Thirty years ago, the only planets we knew of were in our own solar system. Since then, we’ve discovered thousands orbiting alien suns, but most of these exoplanets are so far away that it’s difficult to study them in detail. Though we’ve learned a lot, one major question remains: How common are planets in star systems with more than one star, like the binary suns that shone on Luke Skywalker’s home world in Star Wars?
Multi-star systems themselves are commonplace; roughly half of sun-sized stars have at least one stellar dance partner circling in orbit with them. But does having a stellar neighbor affect the likelihood of any planets forming around a star? Or would the motions of stars in a multi-star system instead fling a planet away, exiling it to the lonely depths of space?
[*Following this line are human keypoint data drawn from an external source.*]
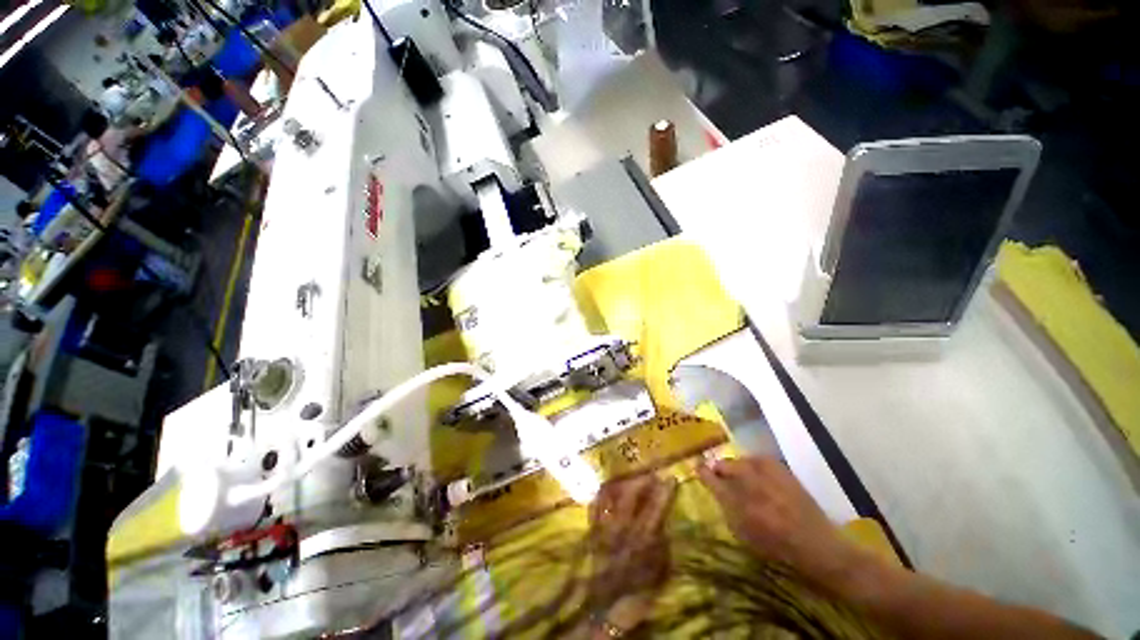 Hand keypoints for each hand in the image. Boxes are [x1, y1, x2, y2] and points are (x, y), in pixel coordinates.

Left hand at [587, 474, 677, 607]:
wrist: (607, 608)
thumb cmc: (639, 590)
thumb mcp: (660, 570)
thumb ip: (661, 542)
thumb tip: (662, 520)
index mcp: (641, 539)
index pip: (655, 508)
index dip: (664, 491)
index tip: (670, 477)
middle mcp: (621, 528)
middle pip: (631, 495)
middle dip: (642, 480)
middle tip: (651, 474)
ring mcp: (604, 526)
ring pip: (611, 495)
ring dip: (623, 483)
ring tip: (631, 477)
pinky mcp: (592, 530)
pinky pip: (596, 504)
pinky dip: (604, 494)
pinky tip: (610, 489)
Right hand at [698, 456, 860, 586]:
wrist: (815, 543)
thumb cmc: (774, 544)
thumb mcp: (741, 530)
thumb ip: (724, 505)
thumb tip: (711, 484)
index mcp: (735, 500)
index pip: (709, 476)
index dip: (702, 471)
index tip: (697, 468)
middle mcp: (747, 480)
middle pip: (724, 465)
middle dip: (720, 470)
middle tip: (722, 479)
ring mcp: (765, 471)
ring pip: (740, 461)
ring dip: (737, 468)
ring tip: (742, 479)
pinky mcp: (780, 468)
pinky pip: (758, 460)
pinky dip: (753, 466)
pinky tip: (758, 476) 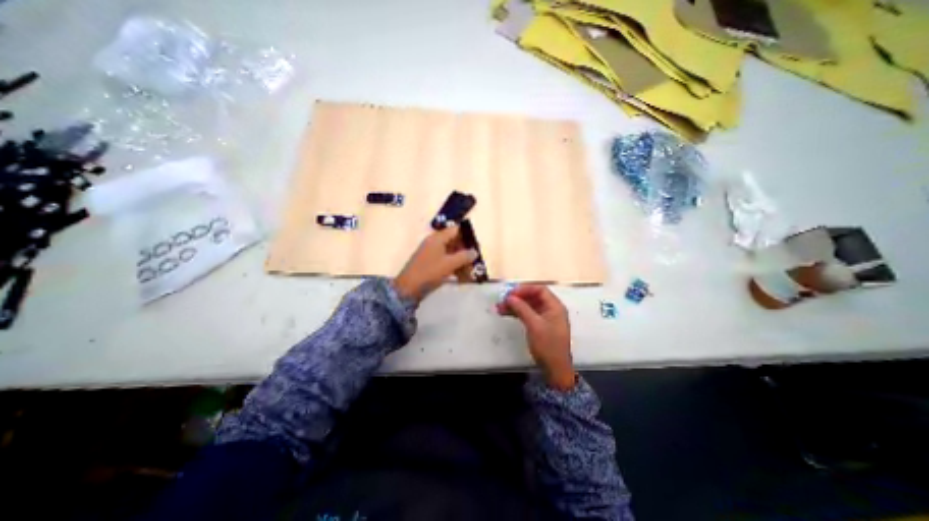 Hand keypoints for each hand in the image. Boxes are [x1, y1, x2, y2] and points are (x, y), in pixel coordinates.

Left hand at [393, 226, 477, 302]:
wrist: (408, 288)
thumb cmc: (429, 272)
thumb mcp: (449, 264)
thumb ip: (464, 256)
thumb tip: (475, 252)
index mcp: (437, 238)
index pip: (456, 230)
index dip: (467, 235)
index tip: (477, 245)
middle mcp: (435, 243)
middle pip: (455, 242)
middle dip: (466, 252)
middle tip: (476, 261)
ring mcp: (432, 254)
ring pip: (451, 253)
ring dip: (461, 262)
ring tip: (470, 272)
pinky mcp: (431, 264)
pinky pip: (446, 262)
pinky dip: (454, 268)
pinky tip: (462, 277)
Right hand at [501, 286, 575, 389]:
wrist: (555, 369)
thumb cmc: (547, 345)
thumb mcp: (534, 325)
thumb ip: (522, 309)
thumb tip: (510, 297)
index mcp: (555, 306)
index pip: (540, 289)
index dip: (525, 289)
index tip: (511, 293)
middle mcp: (551, 309)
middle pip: (533, 297)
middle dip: (518, 297)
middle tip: (503, 300)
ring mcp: (545, 318)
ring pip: (529, 306)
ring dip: (515, 305)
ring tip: (500, 308)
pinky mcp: (540, 325)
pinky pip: (528, 314)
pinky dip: (518, 313)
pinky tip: (506, 313)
Astronomers like Courtney Dressing of the University of California, Berkeley, are finally starting to tackle these questions, with help from an orbiting observatory called the Transiting Exoplanet Survey Satellite (TESS). Once it completes its primary two-year mission (likely by July 2020), TESS should reveal thousands of new exoplanets — NASA estimates about 20,000 — orbiting the nearest and brightest stars. Dressing and other astronomers will then follow up with telescopes on Earth, checking whether planet-hosting stars have stellar partners, or they dance alone. The efforts will help us learn where and how planets form, and, ultimately, the kinds of planets on which life can arise.